- [WORK REQUEST]:
Among the lines below, keep only those from the one containing "thumb cmc: (202, 69)" through the one containing "middle mcp: (316, 10)", and reproduce them exactly.

[Stored items]
════════════════════
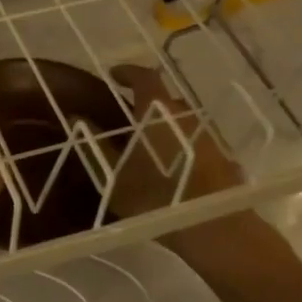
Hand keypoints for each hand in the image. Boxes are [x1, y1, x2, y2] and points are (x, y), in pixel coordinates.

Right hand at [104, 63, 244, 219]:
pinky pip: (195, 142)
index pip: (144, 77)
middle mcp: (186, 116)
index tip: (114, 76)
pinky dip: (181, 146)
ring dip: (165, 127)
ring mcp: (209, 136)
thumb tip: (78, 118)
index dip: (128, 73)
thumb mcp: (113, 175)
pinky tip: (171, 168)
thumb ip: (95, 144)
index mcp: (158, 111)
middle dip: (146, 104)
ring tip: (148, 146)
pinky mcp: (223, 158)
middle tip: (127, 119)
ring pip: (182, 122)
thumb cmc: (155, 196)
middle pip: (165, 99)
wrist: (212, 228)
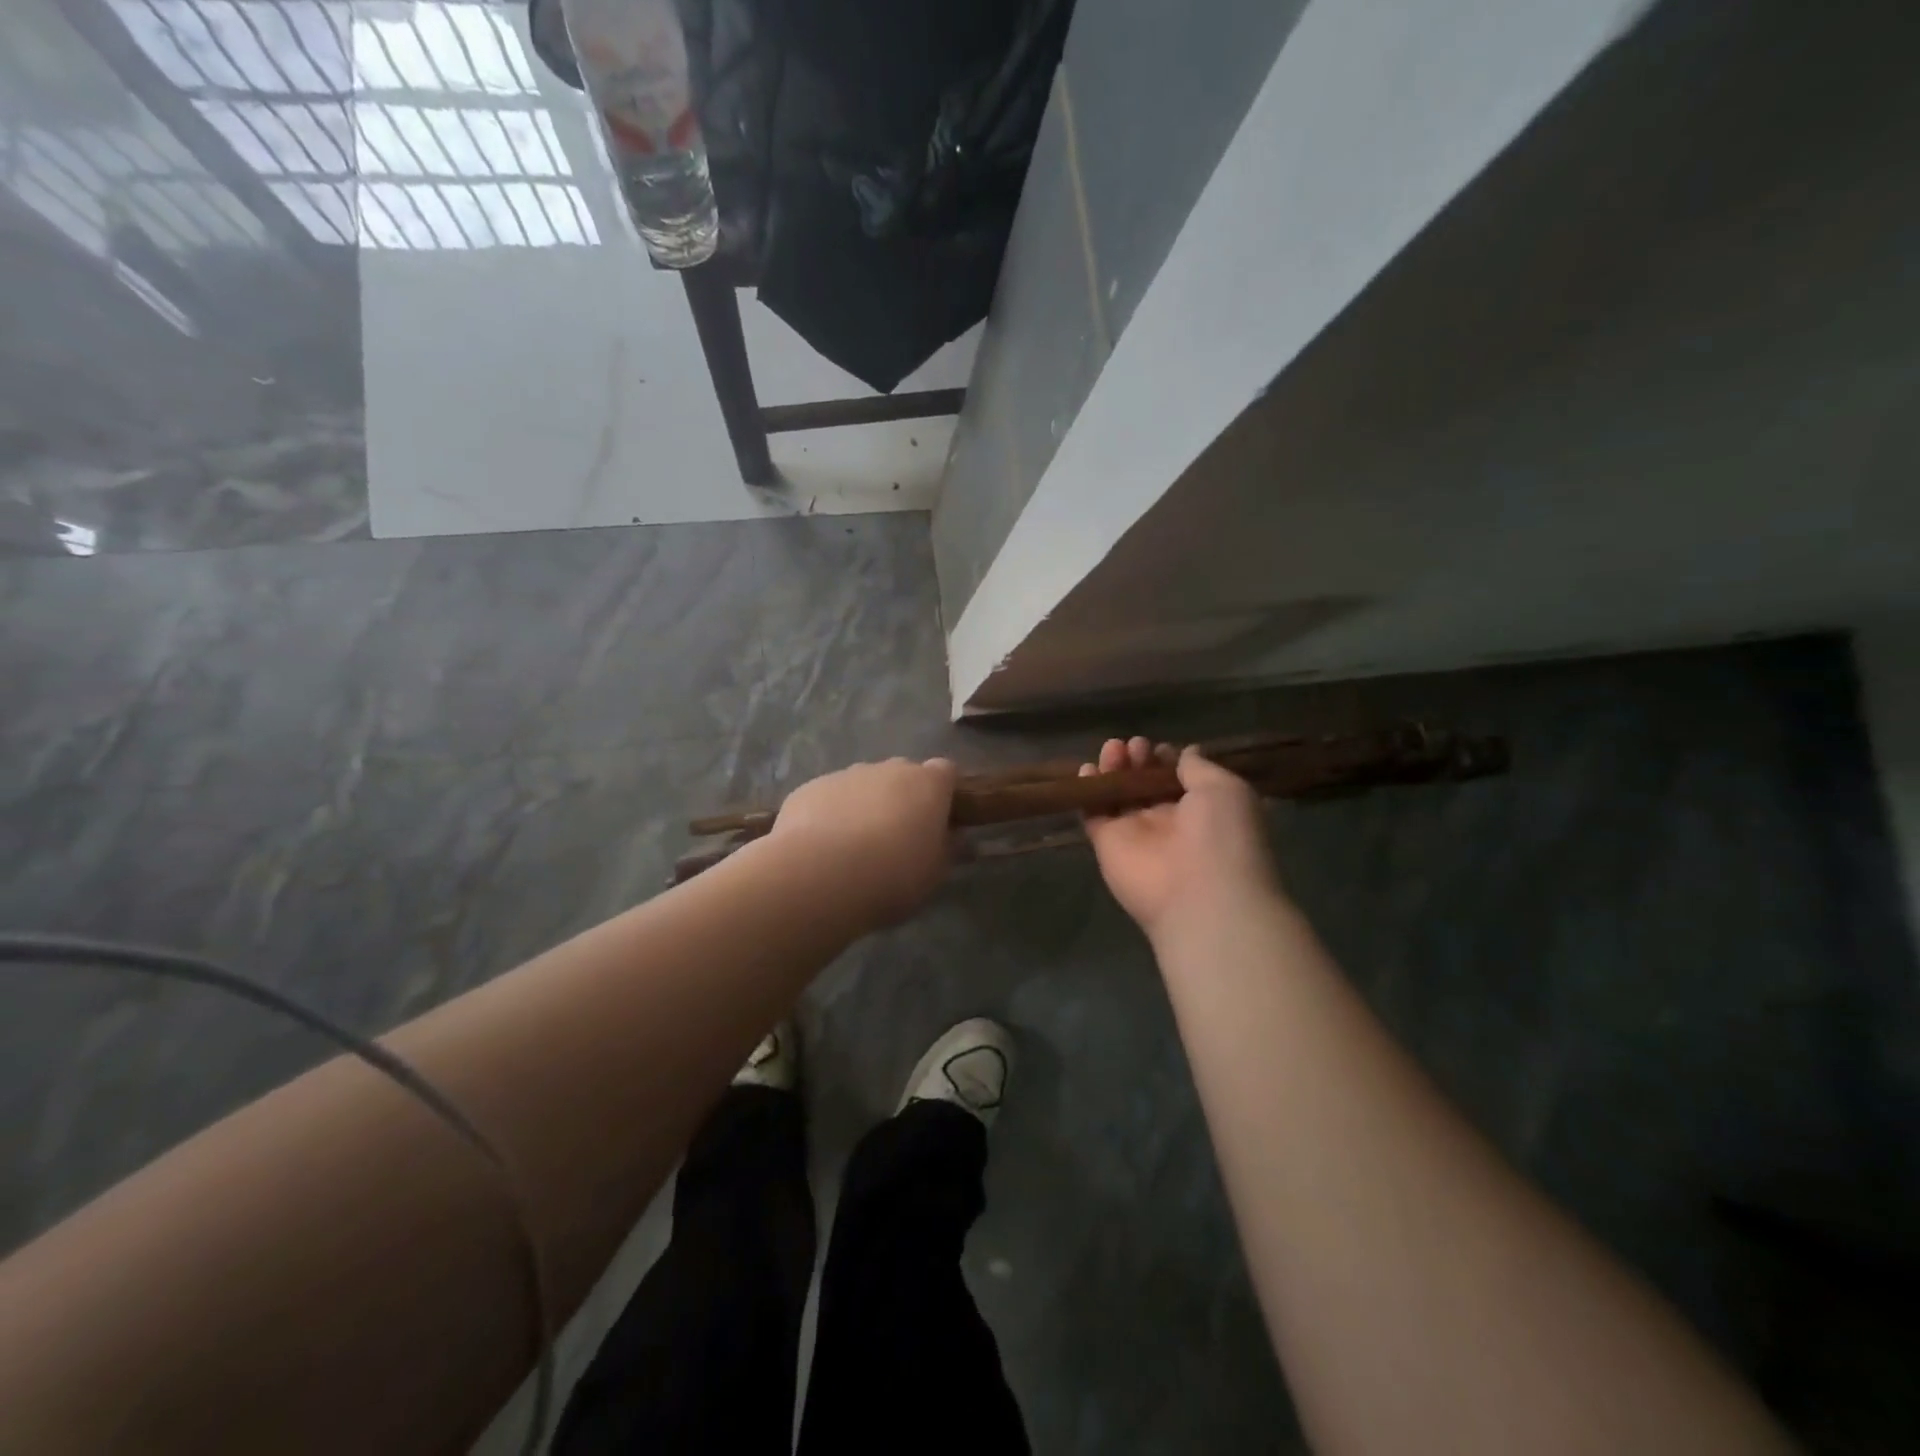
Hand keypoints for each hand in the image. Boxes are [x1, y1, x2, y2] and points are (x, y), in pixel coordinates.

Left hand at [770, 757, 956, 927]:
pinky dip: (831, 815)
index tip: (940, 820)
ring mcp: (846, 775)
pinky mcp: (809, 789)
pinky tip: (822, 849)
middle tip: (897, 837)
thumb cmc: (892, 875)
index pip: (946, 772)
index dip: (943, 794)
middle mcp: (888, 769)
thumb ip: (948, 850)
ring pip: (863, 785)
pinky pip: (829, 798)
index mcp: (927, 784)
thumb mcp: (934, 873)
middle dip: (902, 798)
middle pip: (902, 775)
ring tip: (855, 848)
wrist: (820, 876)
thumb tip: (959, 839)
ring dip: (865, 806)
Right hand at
════════════════════
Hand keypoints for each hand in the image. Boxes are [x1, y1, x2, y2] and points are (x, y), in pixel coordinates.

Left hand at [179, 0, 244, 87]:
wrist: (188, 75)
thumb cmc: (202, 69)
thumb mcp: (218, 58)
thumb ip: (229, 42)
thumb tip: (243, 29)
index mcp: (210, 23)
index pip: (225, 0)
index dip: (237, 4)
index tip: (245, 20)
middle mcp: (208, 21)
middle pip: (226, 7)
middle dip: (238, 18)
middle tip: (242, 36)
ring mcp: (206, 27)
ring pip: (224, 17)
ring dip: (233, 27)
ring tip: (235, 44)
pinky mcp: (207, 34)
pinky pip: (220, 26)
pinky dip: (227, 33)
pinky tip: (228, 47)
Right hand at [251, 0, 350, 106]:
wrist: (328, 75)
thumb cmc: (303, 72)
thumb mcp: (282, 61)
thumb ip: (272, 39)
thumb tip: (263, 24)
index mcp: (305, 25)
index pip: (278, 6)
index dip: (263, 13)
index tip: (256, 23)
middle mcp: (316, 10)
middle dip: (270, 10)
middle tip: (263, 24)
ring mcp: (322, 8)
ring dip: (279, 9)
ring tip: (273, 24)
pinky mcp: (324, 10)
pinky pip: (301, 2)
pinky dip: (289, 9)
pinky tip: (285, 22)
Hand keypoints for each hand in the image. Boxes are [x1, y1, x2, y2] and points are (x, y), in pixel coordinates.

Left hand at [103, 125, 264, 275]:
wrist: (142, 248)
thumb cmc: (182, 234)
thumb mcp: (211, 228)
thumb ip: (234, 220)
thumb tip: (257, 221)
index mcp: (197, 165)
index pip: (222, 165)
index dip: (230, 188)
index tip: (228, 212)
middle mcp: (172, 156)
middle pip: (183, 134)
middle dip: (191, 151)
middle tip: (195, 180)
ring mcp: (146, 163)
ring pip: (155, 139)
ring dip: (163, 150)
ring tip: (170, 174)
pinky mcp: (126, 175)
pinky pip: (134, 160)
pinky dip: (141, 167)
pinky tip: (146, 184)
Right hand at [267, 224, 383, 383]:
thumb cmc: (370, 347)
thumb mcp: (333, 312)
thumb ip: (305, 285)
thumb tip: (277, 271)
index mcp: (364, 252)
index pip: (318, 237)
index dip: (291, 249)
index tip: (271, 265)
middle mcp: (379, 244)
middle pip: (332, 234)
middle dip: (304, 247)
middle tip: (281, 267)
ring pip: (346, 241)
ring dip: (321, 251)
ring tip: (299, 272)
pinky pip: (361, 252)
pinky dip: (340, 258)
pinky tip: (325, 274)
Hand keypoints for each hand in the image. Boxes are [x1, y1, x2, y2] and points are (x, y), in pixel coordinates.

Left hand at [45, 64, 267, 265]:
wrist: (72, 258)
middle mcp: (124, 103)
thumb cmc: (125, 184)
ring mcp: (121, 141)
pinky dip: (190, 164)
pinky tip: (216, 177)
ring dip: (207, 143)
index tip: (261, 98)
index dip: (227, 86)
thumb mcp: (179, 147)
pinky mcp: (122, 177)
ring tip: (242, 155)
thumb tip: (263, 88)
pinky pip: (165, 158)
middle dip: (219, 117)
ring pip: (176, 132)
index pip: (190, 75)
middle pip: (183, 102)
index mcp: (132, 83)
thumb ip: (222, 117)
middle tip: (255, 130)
════════════════════
- [RESPONSE]:
thumb cmc: (202, 69)
thumb mcp: (218, 58)
thumb ip: (229, 42)
thumb tip: (243, 29)
index mcp: (210, 23)
index pip: (225, 0)
index dip: (237, 4)
index tip: (245, 20)
middle mcp: (208, 21)
middle pip: (226, 7)
middle dip: (238, 18)
middle tip: (242, 36)
ring mcp: (206, 27)
ring pip: (224, 17)
ring dip: (233, 27)
ring tip: (235, 44)
pinky mcp: (207, 34)
pinky pip: (220, 26)
pinky dip: (227, 33)
pinky tip: (228, 47)
Right hand at [251, 0, 350, 106]:
wrist: (328, 75)
thumb cmc: (303, 72)
thumb mcp: (282, 61)
thumb ip: (272, 39)
thumb tip: (263, 24)
index mcp: (305, 25)
index pip: (278, 6)
index dip: (263, 13)
index tip: (256, 23)
middle mcp: (316, 10)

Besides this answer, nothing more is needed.